Review: 6.5 out of 10 stars.
Story of the author of Mary Poppins, or how to destroy a fantasy.
It might be a happy ending for Walt Disney to fulfill as a father’s promise (or what was portrayed), but it certainly is a bitter end for Travers, the author. The movie maker made it look like a jolly holiday flick, which is inaccurate.
You usually see the credits say dramatization, Tom Hanks and the rest of the Disney’s group acting was way more than that. They exaggerated every gesture like a cartoon, rendering eyebrows and voices that were to the point of extreme. Tom Hanks did play a slick businessman and even smoked in his office, it was almost obnoxious. He is always just an slightly above average actor because of his lack of emotional scenes. Rather, he relies heavily on clown like facial and body movements. Sometimes it’s in the eyes and subtle cues from a simple smile. Part of the fault also lies on the director who needs to pan the camera in the right angle and speed. This flick looks flat.
Comparatively, PL Travers, acted by Emma Thompson, shed a very and surface level of the real Helen Goff. But her acting was a little bit more genuine and natural, and actually represents more human touch.
Mary Poppins’ family, Colin Farrell and Ruth Wilson have done an alright job, nothing too impressive. The scenery was very beautiful though, making you feel like you were right there in the days. The touch of old times lenses and the sun shining through the hair of the female characters make them look angelic.
Paul Giamatti as the driver did get some good screen times and did a decent job.
Typical Hollywood movie and 2:05 is slightly long with singing and and tried to squeeze a few moments of sadness from the audience. It will be a bit less dry if it were about 1:45 at most.
No after the credits.
Keywords: book, fantasy, adventure, marypoppins
— Spoiler ahead —
Sometimes it might be better to live in a fairytale. In this case, don’t read about biographies or articles about TL Travers, at least not before watching the movie. Because it will certainly make you feel bitter towards the whole reenactment of how Walt deceived her and exploited her declining book sales to get the book rights so he can make many more millions. It does not make if it took him 20 years or whether it were true it was a promise to his daughter. The ultimate truth that he altered things that she despised most such as the animation and singing and certain cruelty simply made one take a different take of the whole Disney business.

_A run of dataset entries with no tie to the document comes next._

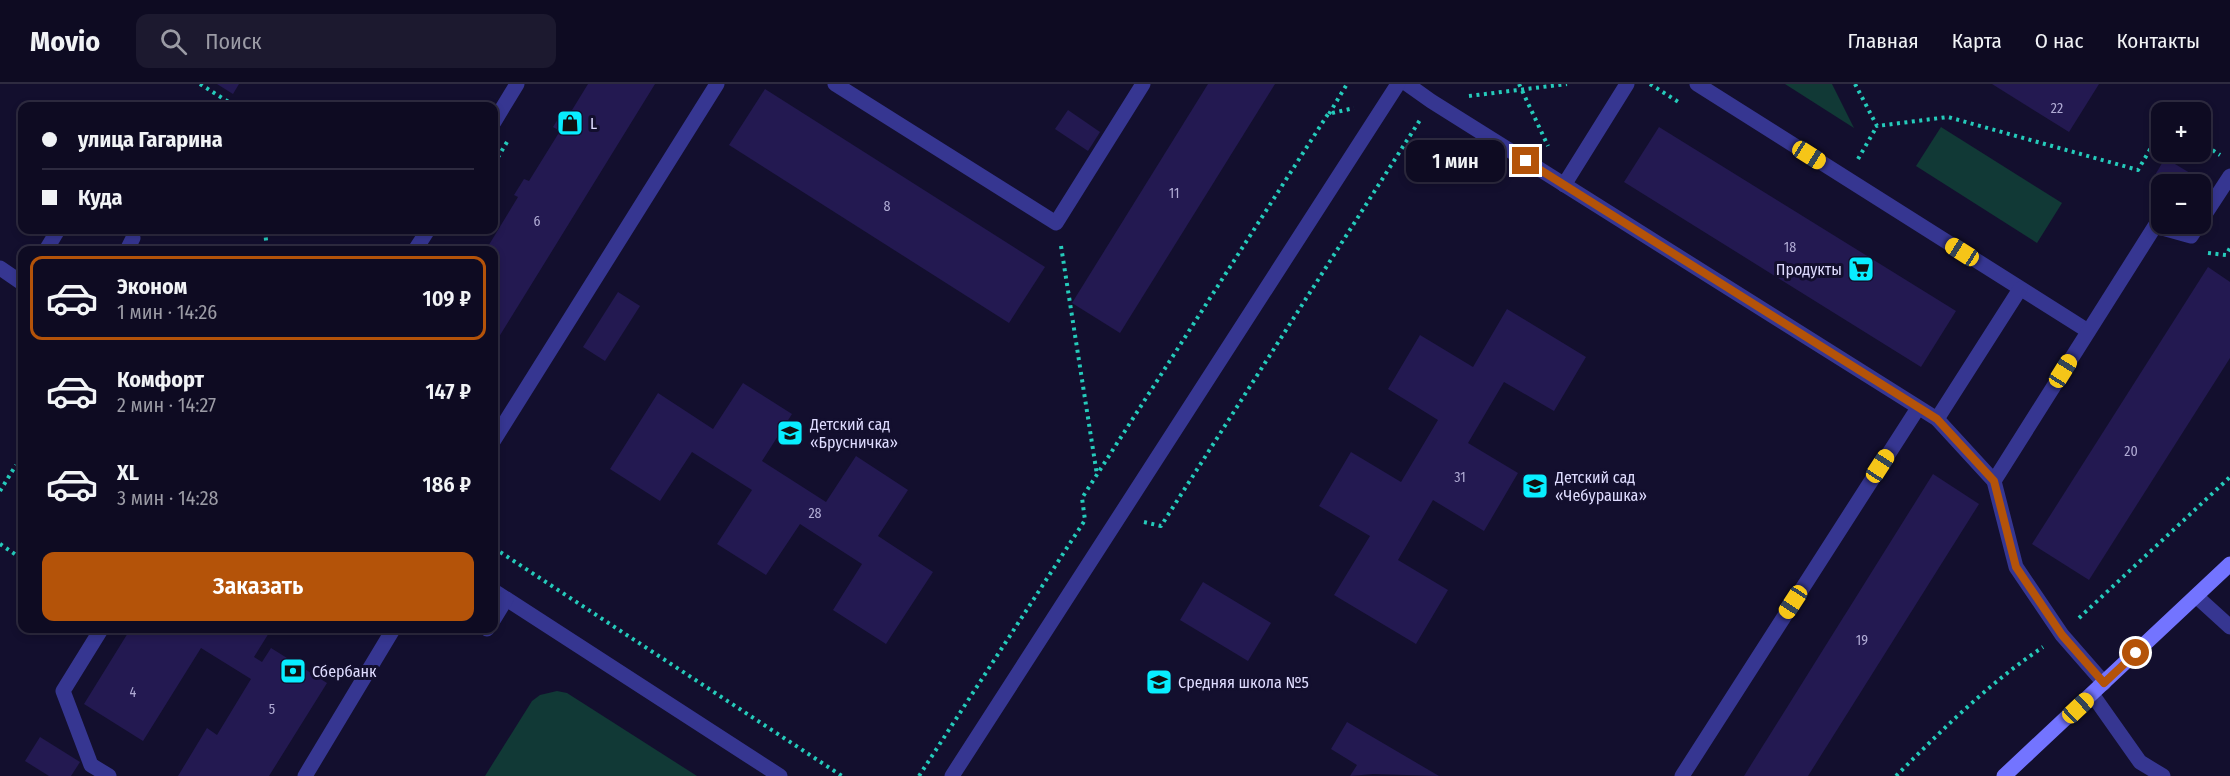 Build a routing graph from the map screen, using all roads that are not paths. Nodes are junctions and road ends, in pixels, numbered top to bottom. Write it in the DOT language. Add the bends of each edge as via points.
graph roads {
  1 [pos="517,84"];
  2 [pos="717,84"];
  3 [pos="835,84"];
  4 [pos="1143,84"];
  5 [pos="1398,84"];
  6 [pos="1407,84"];
  7 [pos="1627,84"];
  8 [pos="1697,84"];
  9 [pos="498,115"];
  10 [pos="2230,176"];
  11 [pos="1564,185"];
  12 [pos="2211,206"];
  13 [pos="2151,232"];
  14 [pos="0,268"];
  15 [pos="18,280"];
  16 [pos="2020,289"];
  17 [pos="2088,331"];
  18 [pos="1917,408"];
  19 [pos="1937,419"];
  20 [pos="498,434"];
  21 [pos="1994,481"];
  22 [pos="2230,564"];
  23 [pos="500,595"];
  24 [pos="2196,596"];
  25 [pos="2230,627"];
  26 [pos="99,633"];
  27 [pos="391,633"];
  28 [pos="2104,683"];
  29 [pos="2092,694"];
  30 [pos="109,776"];
  31 [pos="305,776"];
  32 [pos="780,776"];
  33 [pos="952,776"];
  34 [pos="1682,776"];
  35 [pos="2004,776"];
  36 [pos="2163,776"];
  1 -- 9 [label="lane"];
  2 -- 20 [label="lane"];
  3 -- 4 [label="lane" via="1056,223"];
  5 -- 33 [label="lane"];
  6 -- 11 [label="lane"];
  7 -- 11 [label="lane"];
  8 -- 16 [label="lane"];
  10 -- 12 [label="lane"];
  11 -- 18 [label="lane"];
  13 -- 17 [label="lane"];
  14 -- 15 [label="lane"];
  16 -- 17 [label="lane"];
  16 -- 19 [label="lane"];
  17 -- 21 [label="lane"];
  18 -- 19 [label="lane"];
  18 -- 34 [label="lane"];
  19 -- 21 [label="lane"];
  21 -- 28 [label="lane" via="2016,567 2062,635"];
  22 -- 24 [label="main road"];
  23 -- 32 [label="lane"];
  24 -- 25 [label="lane"];
  24 -- 28 [label="main road"];
  26 -- 30 [label="lane" via="63,691 91,765"];
  27 -- 31 [label="lane"];
  28 -- 29 [label="main road"];
  29 -- 35 [label="main road"];
  29 -- 36 [label="lane" via="2140,762"];
} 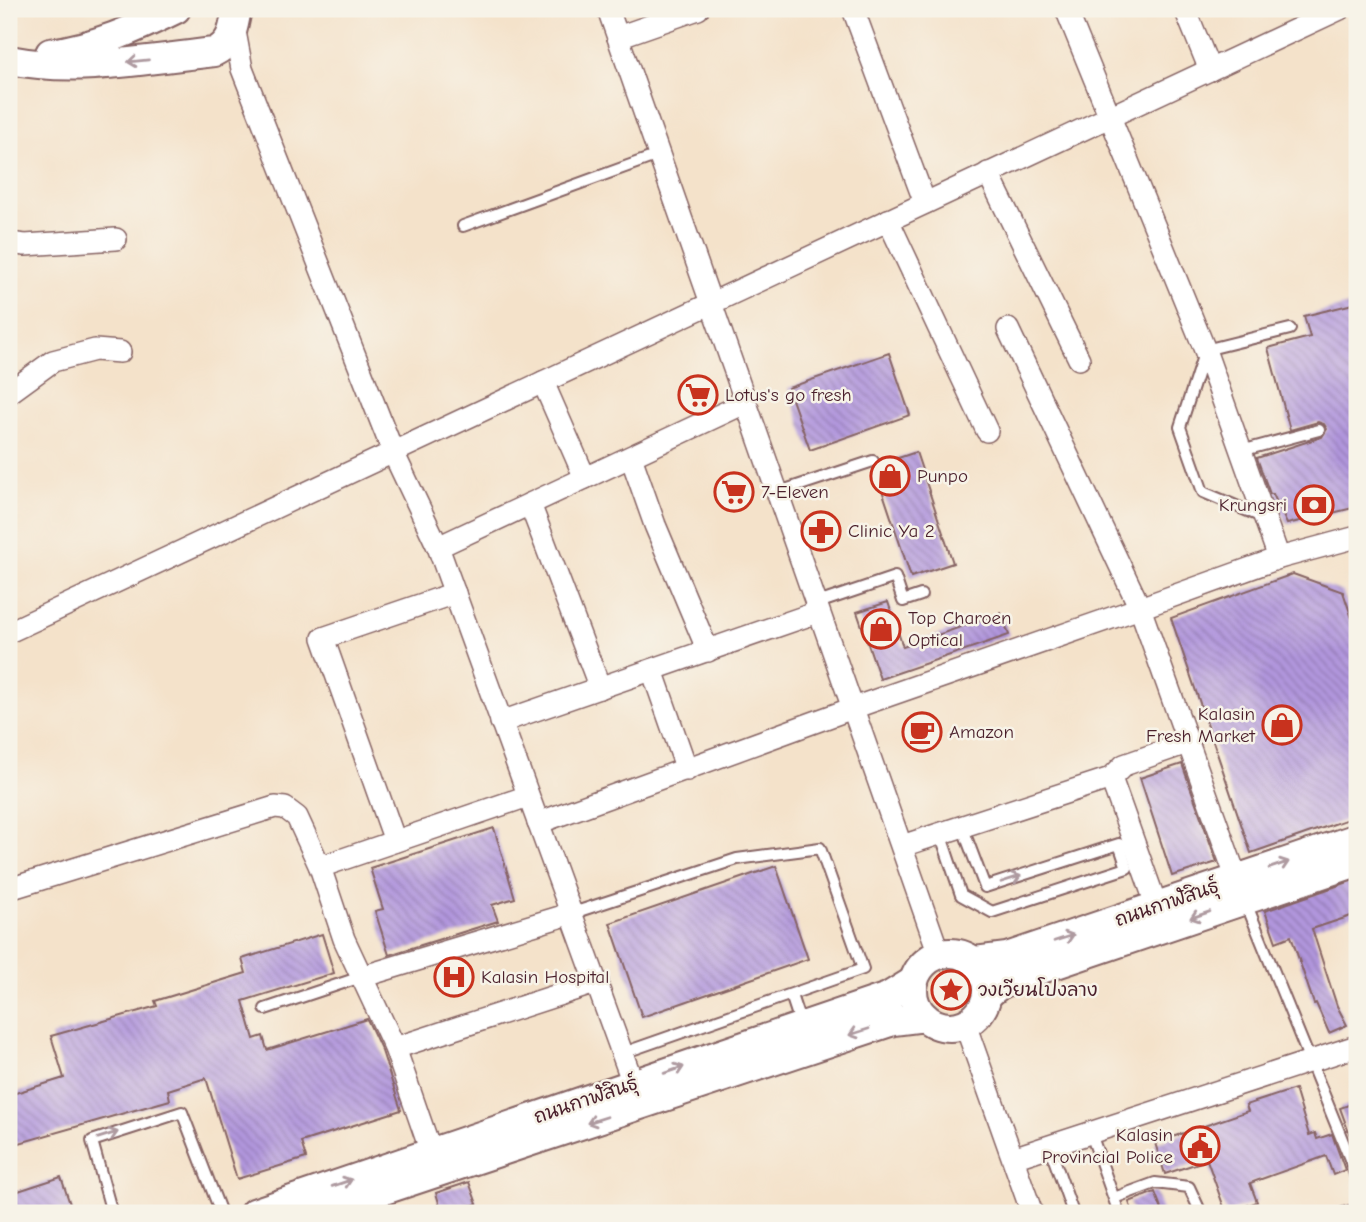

To amplify and ultimately insult Travers, the writer and director decided to showcase (but slightly sugarcoat) when Disney did not invite Travers to the premiere. Added to a possibly inaccurate line that he could have invited her to the London premiere.
The sorta after-the-credits scenes started shortly after when credits were rolling with an actual tape of Travers, reflecting one of her requirements to have everything recorded in case Disney broke his promise. Can ypu blame her? Sadly that did not help. And who knows if the producer decided to pick one of her most demanding tapes when the chaps were coming up with unreasonable ideas that had altered the story if she did not voice it. And eventually coerced her to approve it.
What is even more sad is they never showed the tape when she approved the script.
There’s a lot of circulation about how Travers was so upset with the animation that she had never worked with Disney again. There was also a lot of negativity about her adopting only 1 boy of the twins. This could be understood when she was afraid of losing love if she adopted both of them. What if they had their own world and never involved her? Her mean persona was a facade of how sad she was her whole life, as she wrote her fantasy, a protected fairytale that no one would have destroyed it if it were not by the movie. Her world was temporarily better with her adopted son.